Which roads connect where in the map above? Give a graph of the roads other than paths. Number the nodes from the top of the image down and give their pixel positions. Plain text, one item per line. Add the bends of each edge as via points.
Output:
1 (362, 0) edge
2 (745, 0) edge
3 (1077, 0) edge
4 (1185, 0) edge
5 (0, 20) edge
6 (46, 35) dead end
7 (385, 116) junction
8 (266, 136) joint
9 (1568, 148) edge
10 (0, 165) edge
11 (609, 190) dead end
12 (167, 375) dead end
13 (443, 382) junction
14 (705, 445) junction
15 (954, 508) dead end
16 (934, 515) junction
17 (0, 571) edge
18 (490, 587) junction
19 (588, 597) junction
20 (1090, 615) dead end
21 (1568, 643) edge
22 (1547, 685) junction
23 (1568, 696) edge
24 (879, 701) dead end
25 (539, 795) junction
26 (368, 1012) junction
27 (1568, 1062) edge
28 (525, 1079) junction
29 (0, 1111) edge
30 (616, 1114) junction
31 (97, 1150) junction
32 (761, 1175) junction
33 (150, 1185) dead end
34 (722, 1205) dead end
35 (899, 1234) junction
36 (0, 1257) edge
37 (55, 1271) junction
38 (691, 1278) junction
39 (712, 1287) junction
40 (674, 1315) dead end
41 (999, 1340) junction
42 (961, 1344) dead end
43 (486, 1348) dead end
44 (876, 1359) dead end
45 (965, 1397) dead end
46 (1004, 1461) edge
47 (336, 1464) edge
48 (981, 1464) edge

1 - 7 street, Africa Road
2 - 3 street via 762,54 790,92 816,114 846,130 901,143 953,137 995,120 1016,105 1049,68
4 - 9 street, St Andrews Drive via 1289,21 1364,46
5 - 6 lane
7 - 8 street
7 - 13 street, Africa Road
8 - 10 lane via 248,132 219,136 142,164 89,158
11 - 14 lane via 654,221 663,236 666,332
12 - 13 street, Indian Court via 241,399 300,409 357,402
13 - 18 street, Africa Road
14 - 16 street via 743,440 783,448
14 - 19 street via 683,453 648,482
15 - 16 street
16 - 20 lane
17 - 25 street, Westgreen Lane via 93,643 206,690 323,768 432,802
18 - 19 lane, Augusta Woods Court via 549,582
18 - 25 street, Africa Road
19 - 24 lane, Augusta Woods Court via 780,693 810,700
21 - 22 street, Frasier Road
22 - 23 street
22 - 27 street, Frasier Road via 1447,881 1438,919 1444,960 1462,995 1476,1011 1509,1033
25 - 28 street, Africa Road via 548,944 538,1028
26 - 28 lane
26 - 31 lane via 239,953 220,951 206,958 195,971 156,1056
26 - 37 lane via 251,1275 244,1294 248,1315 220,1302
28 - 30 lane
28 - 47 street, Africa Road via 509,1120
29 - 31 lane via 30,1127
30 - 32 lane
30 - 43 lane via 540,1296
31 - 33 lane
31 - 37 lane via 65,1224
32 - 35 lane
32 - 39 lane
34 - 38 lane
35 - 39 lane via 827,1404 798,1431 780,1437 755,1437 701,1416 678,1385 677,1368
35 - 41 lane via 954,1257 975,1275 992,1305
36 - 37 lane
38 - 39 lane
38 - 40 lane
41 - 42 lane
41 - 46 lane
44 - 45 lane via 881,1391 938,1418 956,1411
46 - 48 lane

+ + + + +

Scan the material above. Extract every line in which the word "Frasier" occurs.

21 - 22 street, Frasier Road
22 - 27 street, Frasier Road via 1447,881 1438,919 1444,960 1462,995 1476,1011 1509,1033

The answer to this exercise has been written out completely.